Project: High-Performance Data Pipeline for Financial Market Data
Based on: pipeline_design/mac-optimized-pipeline.md v3.0
quantmini/
│
├── README.md # Project overview and quick start
├── IMPLEMENTATION_PLAN.md # 28-week implementation roadmap
├── PROJECT_MEMORY.md # Design principles and patterns
├── PROJECT_STRUCTURE.md # This file
├── .gitignore # Git ignore patterns
├── pyproject.toml # Project metadata and dependencies (uv)
├── uv.lock # Locked dependencies (uv)
│
├── pipeline_design/ # Design documents
│ ├── mac-optimized-pipeline.md # Main architecture document
│ ├── ploygon_s3_flatfiles_schemas.md
│ ├── polygon_s3_flatfiles_intro.md
│ └── sample_files/ # Sample data for testing
│ ├── stocks_day_candlesticks_example.csv
│ ├── stocks_minute_candlesticks_example.csv
│ ├── options_day_candlesticks_example.csv
│ └── options_minute_candlesticks_example.csv
│
├── config/ # Configuration files
│ ├── system_profile.yaml # Auto-generated hardware profile
│ ├── pipeline_config.yaml # Pipeline settings
│ ├── credentials.yaml.example # Credentials template (tracked)
│ └── credentials.yaml # Actual credentials (in .gitignore)
│
├── src/ # Source code
│ ├── __init__.py
│ │
│ ├── core/ # Core infrastructure
│ │ ├── __init__.py
│ │ ├── system_profiler.py # SystemProfiler class
│ │ ├── memory_monitor.py # AdvancedMemoryMonitor class
│ │ ├── config_loader.py # Configuration management
│ │ └── exceptions.py # Custom exceptions
│ │
│ ├── download/ # S3 download layer
│ │ ├── __init__.py
│ │ ├── sync_downloader.py # Boto3 synchronous downloader
│ │ ├── async_downloader.py # Aioboto3 async downloader
│ │ ├── s3_catalog.py # S3 file path management
│ │ └── download_queue.py # Download queue manager
│ │
│ ├── ingest/ # Data ingestion
│ │ ├── __init__.py
│ │ ├── base_ingestor.py # BaseIngestor abstract class
│ │ ├── streaming_ingestor.py # Streaming mode (<32GB RAM)

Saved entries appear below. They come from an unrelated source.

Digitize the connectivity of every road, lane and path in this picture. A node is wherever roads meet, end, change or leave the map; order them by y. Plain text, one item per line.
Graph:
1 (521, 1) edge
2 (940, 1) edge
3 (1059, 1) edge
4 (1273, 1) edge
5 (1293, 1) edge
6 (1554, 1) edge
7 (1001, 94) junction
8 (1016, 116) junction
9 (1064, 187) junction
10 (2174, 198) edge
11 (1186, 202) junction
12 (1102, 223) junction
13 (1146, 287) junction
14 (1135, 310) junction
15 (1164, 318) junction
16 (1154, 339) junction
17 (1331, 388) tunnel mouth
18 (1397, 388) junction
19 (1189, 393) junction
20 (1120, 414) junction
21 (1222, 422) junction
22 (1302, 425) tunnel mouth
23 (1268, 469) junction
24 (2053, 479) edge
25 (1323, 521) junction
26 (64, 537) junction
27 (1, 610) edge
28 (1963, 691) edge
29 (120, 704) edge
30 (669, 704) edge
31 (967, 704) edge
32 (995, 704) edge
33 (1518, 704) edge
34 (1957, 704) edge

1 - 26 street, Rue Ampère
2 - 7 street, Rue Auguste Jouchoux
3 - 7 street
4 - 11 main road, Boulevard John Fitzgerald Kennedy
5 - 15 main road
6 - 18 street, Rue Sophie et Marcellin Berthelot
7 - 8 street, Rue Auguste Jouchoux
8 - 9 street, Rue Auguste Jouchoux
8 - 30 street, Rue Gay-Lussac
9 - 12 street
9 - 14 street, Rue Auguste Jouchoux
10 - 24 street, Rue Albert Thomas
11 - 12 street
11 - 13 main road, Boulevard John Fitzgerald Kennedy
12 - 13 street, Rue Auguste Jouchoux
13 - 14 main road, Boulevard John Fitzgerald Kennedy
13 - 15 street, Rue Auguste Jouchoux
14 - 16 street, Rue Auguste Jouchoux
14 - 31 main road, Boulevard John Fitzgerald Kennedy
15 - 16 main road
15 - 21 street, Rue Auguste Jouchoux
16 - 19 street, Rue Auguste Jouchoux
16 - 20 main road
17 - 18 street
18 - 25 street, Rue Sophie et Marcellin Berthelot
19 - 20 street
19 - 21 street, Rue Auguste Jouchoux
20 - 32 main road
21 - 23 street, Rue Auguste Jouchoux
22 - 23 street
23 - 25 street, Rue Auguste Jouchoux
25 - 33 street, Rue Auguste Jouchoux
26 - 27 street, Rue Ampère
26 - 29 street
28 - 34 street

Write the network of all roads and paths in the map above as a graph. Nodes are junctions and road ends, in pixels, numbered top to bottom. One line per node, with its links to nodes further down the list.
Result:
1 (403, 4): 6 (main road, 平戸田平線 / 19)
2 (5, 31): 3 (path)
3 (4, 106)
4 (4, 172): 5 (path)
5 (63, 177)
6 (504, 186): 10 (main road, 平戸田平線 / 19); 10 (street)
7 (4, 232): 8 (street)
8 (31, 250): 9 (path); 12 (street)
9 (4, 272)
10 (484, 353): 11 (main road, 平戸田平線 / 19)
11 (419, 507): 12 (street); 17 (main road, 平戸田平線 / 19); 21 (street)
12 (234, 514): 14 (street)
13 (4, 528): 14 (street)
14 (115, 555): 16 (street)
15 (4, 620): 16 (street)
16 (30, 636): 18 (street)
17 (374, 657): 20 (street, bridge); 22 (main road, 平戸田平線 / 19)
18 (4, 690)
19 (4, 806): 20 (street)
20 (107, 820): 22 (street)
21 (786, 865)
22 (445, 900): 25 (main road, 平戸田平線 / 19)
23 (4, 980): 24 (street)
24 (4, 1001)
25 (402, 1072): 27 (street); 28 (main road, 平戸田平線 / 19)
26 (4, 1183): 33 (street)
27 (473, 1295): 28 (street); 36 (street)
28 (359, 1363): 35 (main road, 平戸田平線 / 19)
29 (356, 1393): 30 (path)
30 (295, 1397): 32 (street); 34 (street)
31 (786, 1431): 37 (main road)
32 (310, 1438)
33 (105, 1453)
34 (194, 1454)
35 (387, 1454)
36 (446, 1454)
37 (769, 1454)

│ │ ├── batch_ingestor.py # Batch mode (32-64GB RAM)
│ │ ├── parallel_ingestor.py # Parallel mode (>64GB RAM)
│ │ ├── polars_ingestor.py # Polars-based ingestor (optimized)
│ │ └── adaptive_ingestor.py # Adaptive mode selector
│ │
│ ├── storage/ # Storage layer
│ │ ├── __init__.py
│ │ ├── schemas.py # PyArrow schema definitions
│ │ ├── partitioning.py # Partition management
│ │ ├── parquet_writer.py # Optimized Parquet writer
│ │ └── metadata.py # Metadata and watermark management
│ │
│ ├── features/ # Feature engineering
│ │ ├── __init__.py
│ │ ├── definitions.py # Feature definitions
│ │ ├── duckdb_engineer.py # DuckDB-based feature engine
│ │ └── polars_engineer.py # Polars-based feature engine
│ │
│ ├── transform/ # Data transformation
│ │ ├── __init__.py
│ │ ├── binary_writer.py # Qlib binary format writer
│ │ └── binary_validator.py # Binary format validation
│ │
│ ├── query/ # Query engine
│ │ ├── __init__.py
│ │ ├── query_engine.py # QueryEngine class
│ │ ├── cache.py # QueryCache with LRU
│ │ └── optimizer.py # Query optimization
│ │
│ ├── orchestration/ # Pipeline orchestration
│ │ ├── __init__.py
│ │ ├── daily_pipeline.py # DailyPipeline orchestrator
│ │ ├── backfill_pipeline.py # BackfillPipeline for history
│ │ ├── incremental.py # IncrementalProcessor
│ │ ├── watermarks.py # Watermark management
│ │ └── resource_manager.py # Resource allocation
│ │
│ ├── maintenance/ # Maintenance operations
│ │ ├── __init__.py
│ │ ├── validator.py # DataValidator class
│ │ ├── compactor.py # PartitionCompactor
│ │ └── archiver.py # DataArchiver for old data
│ │
│ ├── optimizations/ # Platform optimizations
│ │ ├── __init__.py
│ │ ├── apple_silicon.py # AppleSiliconOptimizer
│ │ └── macos_io.py # MacOSFileOptimizer
│ │
│ ├── monitoring/ # Monitoring and alerting
│ │ ├── __init__.py
│ │ ├── health_monitor.py # PipelineMonitor
│ │ ├── alerting.py # Alert system
│ │ └── profiler.py # PerformanceProfiler
│ │
│ └── utils/ # Utility functions
│ ├── __init__.py
│ ├── datetime_utils.py # Date/time helpers
│ ├── file_utils.py # File operations
│ └── logging_utils.py # Logging configuration
│
├── scripts/ # Command-line scripts
│ ├── setup_environment.sh # Initial environment setup
│ ├── run_daily_pipeline.py # Daily pipeline runner
│ ├── run_backfill.py # Historical data backfill
│ ├── validate_data.py # Data validation runner
│ ├── compact_partitions.py # Partition compaction
│ └── generate_report.py # Performance reporting
│
├── data/ # Data storage (Medallion Architecture)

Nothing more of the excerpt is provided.